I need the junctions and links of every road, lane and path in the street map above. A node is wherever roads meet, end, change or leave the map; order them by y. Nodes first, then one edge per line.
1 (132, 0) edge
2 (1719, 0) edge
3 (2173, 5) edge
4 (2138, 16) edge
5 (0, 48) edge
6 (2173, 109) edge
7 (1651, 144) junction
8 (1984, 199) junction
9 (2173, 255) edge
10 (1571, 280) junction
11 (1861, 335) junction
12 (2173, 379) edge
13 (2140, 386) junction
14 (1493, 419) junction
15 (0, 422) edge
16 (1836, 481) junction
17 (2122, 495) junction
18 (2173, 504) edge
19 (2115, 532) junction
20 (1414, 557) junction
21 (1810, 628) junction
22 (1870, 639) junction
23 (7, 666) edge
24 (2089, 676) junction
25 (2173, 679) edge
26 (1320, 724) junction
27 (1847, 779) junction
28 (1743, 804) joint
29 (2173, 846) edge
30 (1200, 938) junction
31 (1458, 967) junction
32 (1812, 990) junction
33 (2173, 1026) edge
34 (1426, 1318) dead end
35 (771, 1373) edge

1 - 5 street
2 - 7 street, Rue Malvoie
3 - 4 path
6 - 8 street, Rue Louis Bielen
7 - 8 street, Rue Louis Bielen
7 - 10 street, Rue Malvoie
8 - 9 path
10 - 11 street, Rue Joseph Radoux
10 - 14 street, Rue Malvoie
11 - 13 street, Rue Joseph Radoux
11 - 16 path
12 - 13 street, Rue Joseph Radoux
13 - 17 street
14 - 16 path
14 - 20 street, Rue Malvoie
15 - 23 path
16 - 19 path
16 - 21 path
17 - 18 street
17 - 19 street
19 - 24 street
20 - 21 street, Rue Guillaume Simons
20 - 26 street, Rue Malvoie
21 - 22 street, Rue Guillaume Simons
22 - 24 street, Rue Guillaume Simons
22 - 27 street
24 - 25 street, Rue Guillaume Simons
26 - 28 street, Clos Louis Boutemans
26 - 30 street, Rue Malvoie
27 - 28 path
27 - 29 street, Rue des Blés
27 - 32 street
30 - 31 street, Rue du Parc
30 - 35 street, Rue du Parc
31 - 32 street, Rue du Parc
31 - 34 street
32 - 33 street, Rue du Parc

> _EXERCISE INSTRUCTIONS_: Check each line above for the string "Joseph" and copy every line that has it.

> _RESPONSE TO THE EXERCISE_:
10 - 11 street, Rue Joseph Radoux
11 - 13 street, Rue Joseph Radoux
12 - 13 street, Rue Joseph Radoux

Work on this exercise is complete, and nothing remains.